§ **Instructions for the task**
Report each line from the data below that holds the word "SkCanvas".

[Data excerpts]
◇ ◇ ◇ ◇ ◇ ◇ ◇

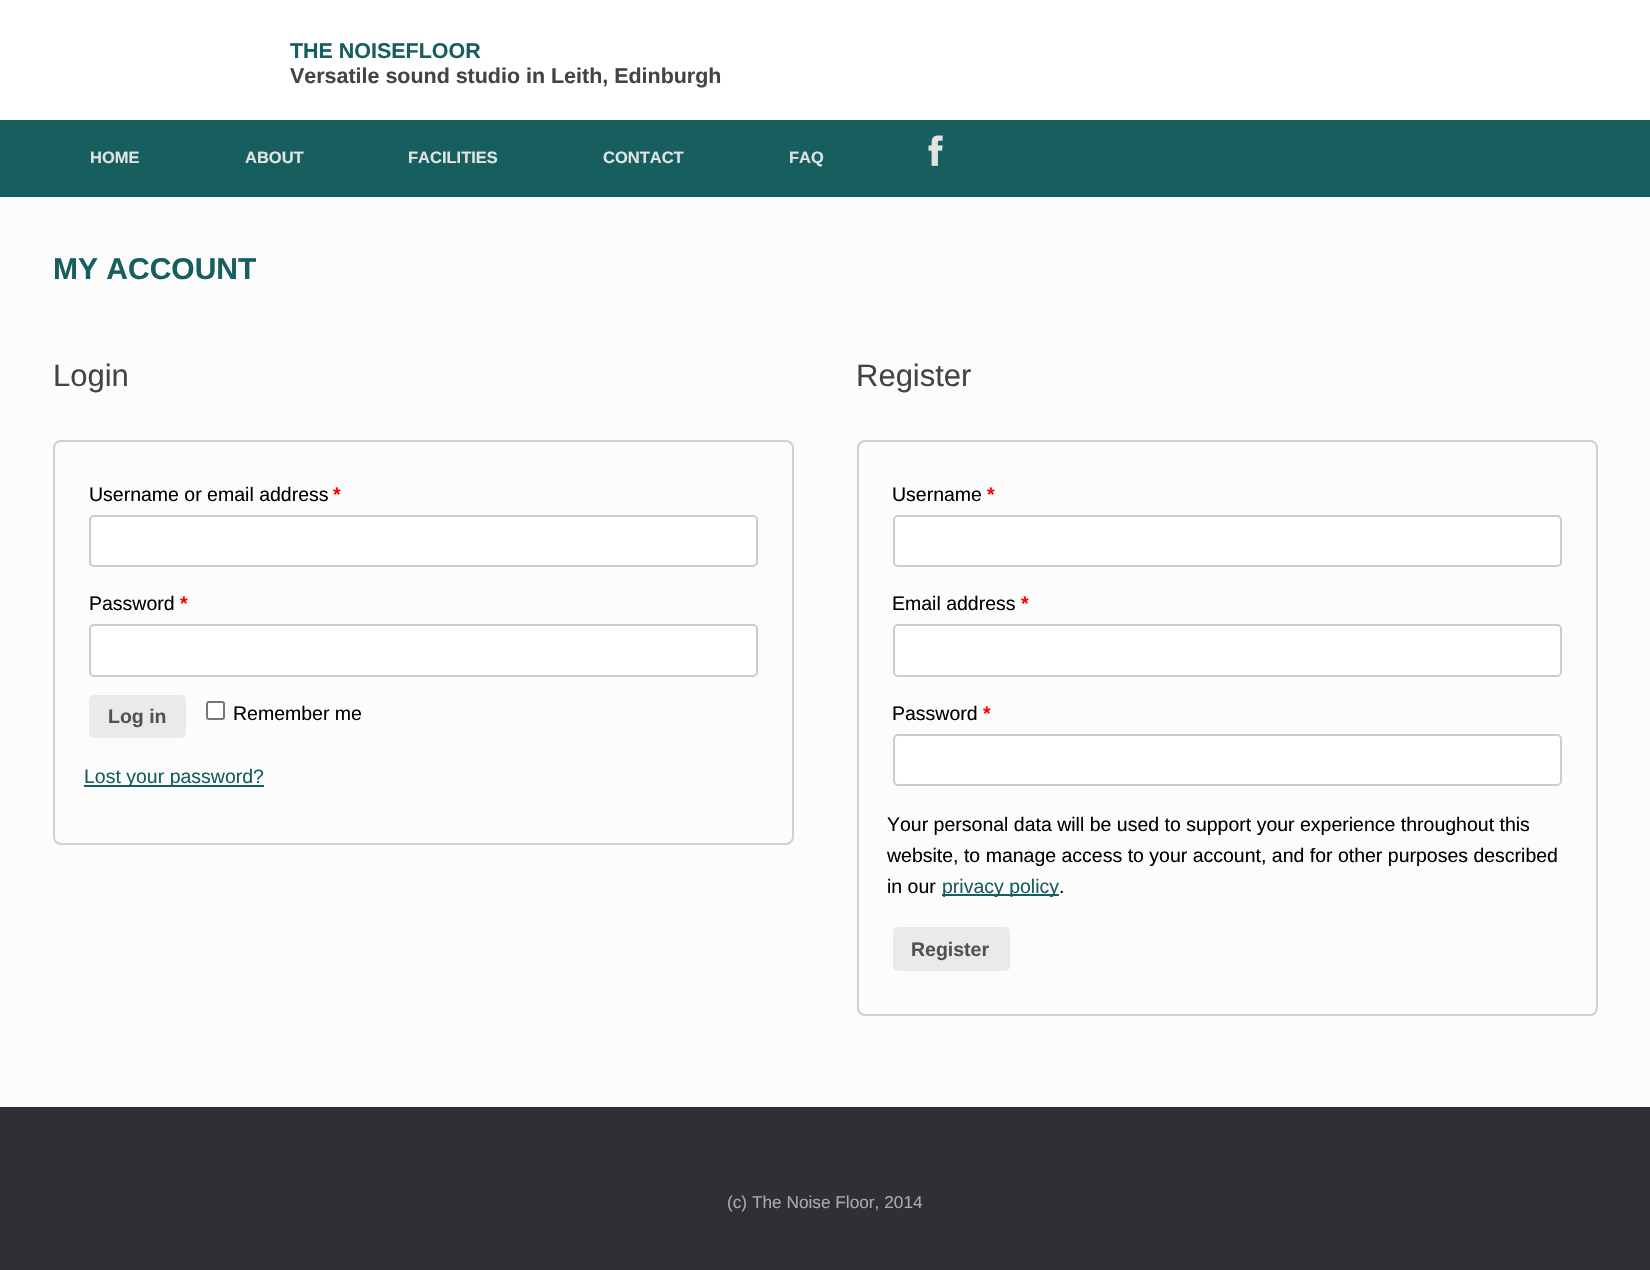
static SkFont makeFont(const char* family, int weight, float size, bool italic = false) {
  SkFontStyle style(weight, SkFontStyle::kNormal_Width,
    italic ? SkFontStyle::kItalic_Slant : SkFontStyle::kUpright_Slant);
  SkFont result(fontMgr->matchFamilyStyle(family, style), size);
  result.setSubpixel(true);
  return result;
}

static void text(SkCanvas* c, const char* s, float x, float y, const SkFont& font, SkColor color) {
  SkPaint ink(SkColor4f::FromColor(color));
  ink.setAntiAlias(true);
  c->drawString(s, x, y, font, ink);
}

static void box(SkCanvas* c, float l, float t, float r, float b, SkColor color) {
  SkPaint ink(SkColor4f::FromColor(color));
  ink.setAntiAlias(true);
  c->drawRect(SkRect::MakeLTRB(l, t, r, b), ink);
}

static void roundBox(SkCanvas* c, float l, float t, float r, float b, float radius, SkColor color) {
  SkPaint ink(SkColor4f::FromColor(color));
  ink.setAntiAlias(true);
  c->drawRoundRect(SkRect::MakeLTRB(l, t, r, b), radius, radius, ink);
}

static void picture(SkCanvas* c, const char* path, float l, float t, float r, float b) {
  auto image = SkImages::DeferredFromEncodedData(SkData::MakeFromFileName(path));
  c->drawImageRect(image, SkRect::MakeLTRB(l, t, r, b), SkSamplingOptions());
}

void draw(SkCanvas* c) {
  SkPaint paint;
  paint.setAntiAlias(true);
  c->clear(0xff2f3033);
  box(c, 0, 0, 1650, 120, 0xffffffff);
  SkFont face1 = makeFont("Liberation Sans", 700, 21.45f);
  text(c, "THE NOISEFLOOR", 290, 58, face1, 0xff175e5f);
  text(c, "Versatile sound studio in Leith, Edinburgh", 290, 83, face1, 0xff444444);
  box(c, 0, 120, 1650, 197, 0xff175e5f);
  SkFont face2 = makeFont("Liberation Sans", 700, 16.5f);
  text(c, "HOME", 90, 163, face2, 0xffe2e2e2);
  text(c, "ABOUT", 245, 163, face2, 0xffe2e2e2);
  text(c, "FACILITIES", 408, 163, face2, 0xffe2e2e2);
  text(c, "CONTACT", 603, 163, face2, 0xffe2e2e2);
  text(c, "FAQ", 789, 163, face2, 0xffe2e2e2);
  picture(c, "img_01.png", 928, 135, 943, 166);
  box(c, 0, 197, 1650, 1107, 0xfffcfcfc);
  SkFont face3 = makeFont("Liberation Sans", 700, 30);
  text(c, "MY ACCOUNT", 53, 279, face3, 0xff175e5f);
  SkFont face4 = makeFont("Liberation Sans", 400, 31);
  text(c, "Login", 53, 386, face4, 0xff444444);
  paint.setStyle(SkPaint::kStroke_Style);
  paint.setStrokeWidth(2);
  paint.setColor(0xffd3ced2);
  c->drawRoundRect(SkRect::MakeLTRB(54, 441, 793, 844), 7, 7, paint);
  SkFont face5 = makeFont("Liberation Sans", 400, 19.5f);
  text(c, "Username or email address", 89, 501, face5, 0xff000000);
  SkFont face6 = makeFont("Liberation Sans", 700, 19.5f);
  text(c, "*", 333, 501, face6, 0xffff0000);
  paint.setStyle(SkPaint::kFill_Style);
  paint.setColor(0xffffffff);
  c->drawRoundRect(SkRect::MakeLTRB(90, 516, 757, 566), 4, 4, paint);
  paint.setStyle(SkPaint::kStroke_Style);
  paint.setColor(0xffcccccc);
  c->drawRoundRect(SkRect::MakeLTRB(90, 516, 757, 566), 4, 4, paint);
  text(c, "Password", 89, 610, face5, 0xff000000);
  text(c, "*", 180, 610, face6, 0xffff0000);
  paint.setStyle(SkPaint::kFill_Style);
  paint.setColor(0xffffffff);
  c->drawRoundRect(SkRect::MakeLTRB(90, 625, 757, 676), 4, 4, paint);
  paint.setStyle(SkPaint::kStroke_Style);
  paint.setColor(0xffcccccc);
  c->drawRoundRect(SkRect::MakeLTRB(90, 625, 757, 676), 4, 4, paint);
  roundBox(c, 89, 695, 186, 738, 5, 0xffebe9eb);
  text(c, "Log in", 108, 723, face6, 0xff515151);
  paint.setStyle(SkPaint::kFill_Style);
  paint.setColor(0xffffffff);
  c->drawRoundRect(SkRect::MakeLTRB(207, 702, 224, 719), 2, 2, paint);
  paint.setStyle(SkPaint::kStroke_Style);
  paint.setColor(0xff767676);
  c->drawRoundRect(SkRect::MakeLTRB(207, 702, 224, 719), 2, 2, paint);
  text(c, "Remember me", 233, 720, face5, 0xff000000);
  box(c, 84, 785, 264, 787, 0xff175e5f);
  text(c, "Lost your password?", 84, 783, face5, 0xff175e5f);
  text(c, "Register", 856, 386, face4, 0xff444444);
  paint.setColor(0xffd3ced2);
  c->drawRoundRect(SkRect::MakeLTRB(858, 441, 1597, 1015), 7, 7, paint);
  text(c, "Username", 892, 501, face5, 0xff000000);
  text(c, "*", 987, 501, face6, 0xffff0000);
  paint.setStyle(SkPaint::kFill_Style);
  paint.setColor(0xffffffff);
  c->drawRoundRect(SkRect::MakeLTRB(894, 516, 1561, 566), 4, 4, paint);
  paint.setStyle(SkPaint::kStroke_Style);
  paint.setColor(0xffcccccc);
  c->drawRoundRect(SkRect::MakeLTRB(894, 516, 1561, 566), 4, 4, paint);
  text(c, "Email address", 892, 610, face5, 0xff000000);
  text(c, "*", 1021, 610, face6, 0xffff0000);
  paint.setStyle(SkPaint::kFill_Style);
  paint.setColor(0xffffffff);
  c->drawRoundRect(SkRect::MakeLTRB(894, 625, 1561, 676), 4, 4, paint);
  paint.setStyle(SkPaint::kStroke_Style);
  paint.setColor(0xffcccccc);
  c->drawRoundRect(SkRect::MakeLTRB(894, 625, 1561, 676), 4, 4, paint);
  text(c, "Password", 892, 720, face5, 0xff000000);
  text(c, "*", 983, 720, face6, 0xffff0000);
  paint.setStyle(SkPaint::kFill_Style);
  paint.setColor(0xffffffff);
  c->drawRoundRect(SkRect::MakeLTRB(894, 735, 1561, 785), 4, 4, paint);
  paint.setStyle(SkPaint::kStroke_Style);
  paint.setColor(0xffcccccc);
  c->drawRoundRect(SkRect::MakeLTRB(894, 735, 1561, 785), 4, 4, paint);
  text(c, "Your personal data will be used to support your experience throughout this", 887, 831, face5, 0xff000000);
  text(c, "website, to manage access to your account, and for other purposes described", 887, 862, face5, 0xff000000);
  text(c, "in our", 887, 893, face5, 0xff000000);
  box(c, 942, 894, 1059, 896, 0xff175e5f);
  text(c, "privacy policy", 942, 893, face5, 0xff175e5f);
  text(c, ".", 1059, 893, face5, 0xff000000);
  roundBox(c, 893, 927, 1010, 971, 5, 0xffebe9eb);
  text(c, "Register", 911, 956, face6, 0xff515151);
  SkFont face7 = makeFont("Liberation Sans", 400, 17.25f);
  text(c, "(c) The Noise Floor, 2014", 727, 1208, face7, 0xffaaaaaa);
}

◇ ◇ ◇ ◇ ◇ ◇ ◇

§ **Solution**
static void text(SkCanvas* c, const char* s, float x, float y, const SkFont& font, SkColor color) {
static void box(SkCanvas* c, float l, float t, float r, float b, SkColor color) {
static void roundBox(SkCanvas* c, float l, float t, float r, float b, float radius, SkColor color) {
static void picture(SkCanvas* c, const char* path, float l, float t, float r, float b) {
void draw(SkCanvas* c) {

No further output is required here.